Some Republican women came out in support of Kavanaugh, including women who had been sexually assaulted. AP News’s Meg Kinnard wrote,
Nancy Mace, the first woman to graduate from The Citadel and a Republican state representative from Daniel Island, South Carolina, said she had been sexually assaulted as a teen herself. She expressed sympathy for Ford, but said Kavanaugh deserved protection, too.
These women focus on the timing of Dr. Ford’s allegation, unable to integrate the readily available information about how people who are sexually assaulted tend to behave. This circular, apologist language is not meant to engage; it is meant to assert a reality, hoping that it will hold.
But the starring role of token torturer goes to Rachel Mitchell, the prosecutor that the all-male, Republican members of the Judiciary Committee brought in to do their bidding.

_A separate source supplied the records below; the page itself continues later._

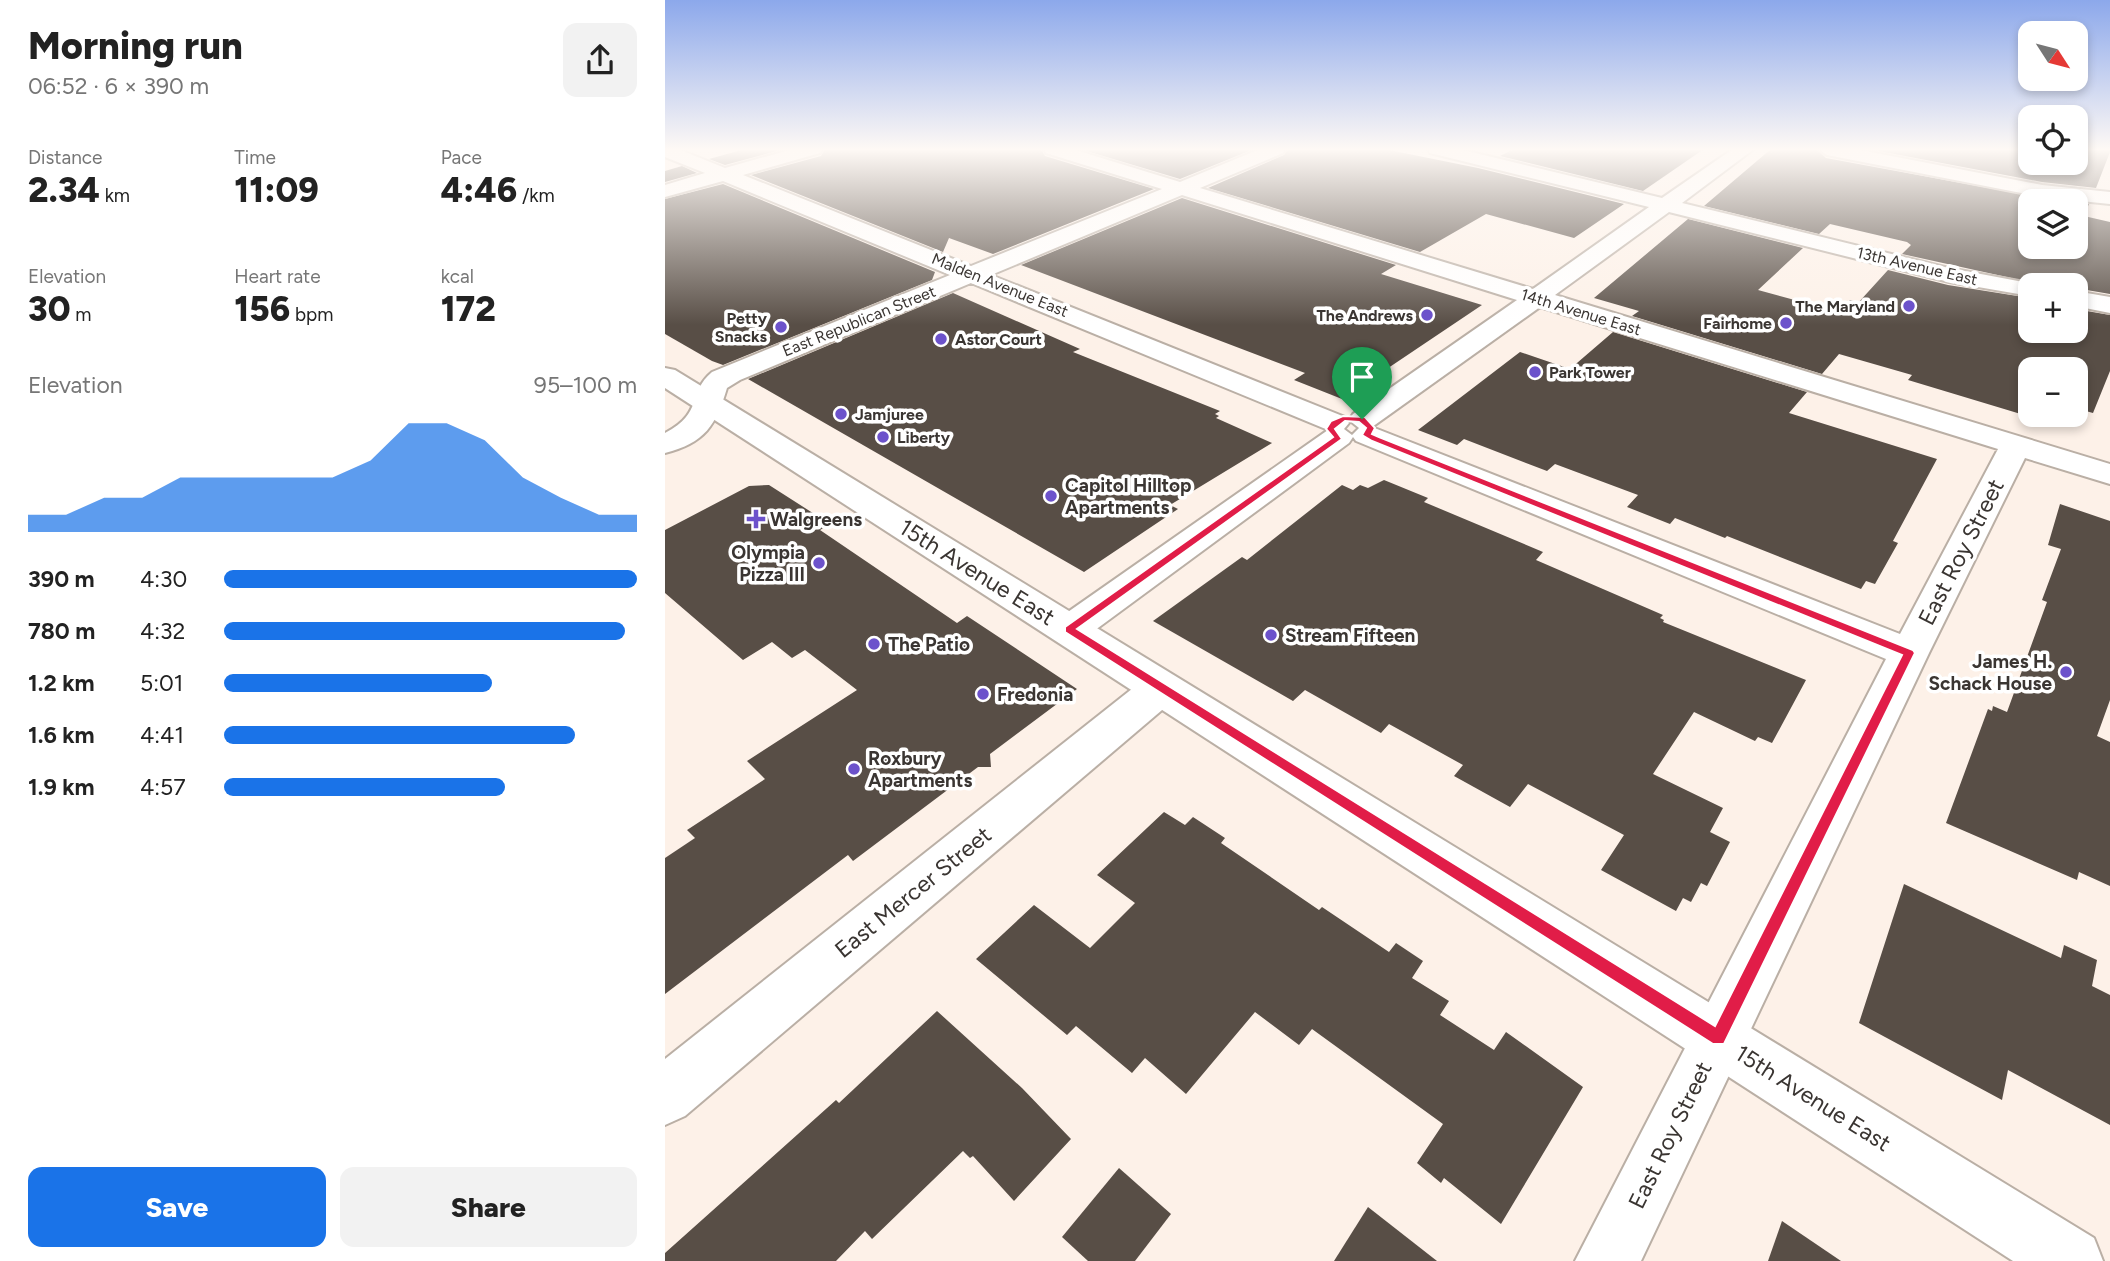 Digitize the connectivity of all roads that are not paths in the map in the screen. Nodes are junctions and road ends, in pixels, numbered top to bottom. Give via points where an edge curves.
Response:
1 (809, 208) edge
2 (1133, 208) edge
3 (1245, 208) edge
4 (1663, 208) edge
5 (1678, 208) edge
6 (975, 274) junction
7 (2018, 287) edge
8 (1537, 298) junction
9 (2088, 301) edge
10 (2110, 305) edge
11 (665, 376) edge
12 (708, 403) junction
13 (1351, 429) junction
14 (665, 444) edge
15 (2016, 445) junction
16 (2110, 474) edge
17 (1069, 630) junction
18 (1909, 653) junction
19 (1161, 688) junction
20 (1719, 1038) junction
21 (665, 1096) edge
22 (1607, 1261) edge
23 (2071, 1261) edge

1 - 6 street, Malden Avenue East
2 - 6 street, East Republican Street
3 - 8 street, 14th Avenue East
4 - 8 street
5 - 7 street, 13th Avenue East via 1949,275
6 - 12 street, East Republican Street via 730,374 713,385
6 - 13 street, Malden Avenue East
8 - 13 street
8 - 15 street, 14th Avenue East
9 - 10 street
11 - 12 street, 15th Avenue East
12 - 14 street, East Republican Street via 694,427
12 - 17 street, 15th Avenue East
13 - 17 street
13 - 18 street, Malden Avenue East
15 - 16 street, 14th Avenue East
15 - 18 street, East Roy Street
17 - 19 street, 15th Avenue East
18 - 20 street, East Roy Street
19 - 20 street, 15th Avenue East
19 - 21 street, East Mercer Street
20 - 22 street, East Roy Street
20 - 23 street, 15th Avenue East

Covering her performance, the Intercept’s Briahna Gray notes that Mitchell’s job was to simultaneously “raise the burden of proof in Kavanaugh’s favor” by stating that he “should be judged by the same standard extended to criminal defendants”—even though this is not a trial, but consideration for one of the highest offices in the country—while weakening Dr. Ford’s credibility with higher standards for credibility. The response to Mitchell’s report sums it up. Gray writes,
On Sunday night, Mitchell released a memorandum outlining what she says is her “independent assessment” of Ford’s allegations, based on her professional experience as a sex-crimes prosecutor in Arizona. Many on the political right have seized on the memo as “exonerating” Kavanaugh.
This in spite of the fact that Mitchell was dismissed and not allowed to question Kavanaugh, and there were other interactions that denoted her lower status there, even vis-à-vis Kavanaugh. So, the sex crimes prosecutor was only allowed to interrogate the alleged victim and not the alleged perpetrator. Further, the main alleged witness was not questioned at all. A court proceeding was invoked regarding standards, but not followed in process; very selective and orchestrated indeed. All while accusing the other side of orchestrating a political machination.
The ultimate reversal was Lindsey Graham’s, “Boy, you all want power. God, I hope you never get it.” We bet you don’t, but that’s exactly where we’re going with all of this, and our narratives should reflect that. Valuation practices are built into discursive practices, when we speak, we give value to ourselves and others. This is critical to the construction of social inequality as well as equity. Status is enacted—claimed, maintained, mitigated, and reversed—in discourse. Those of us who care about social justice and equity must engage the discursive terrain in ways that dismantle hierarchies of human value.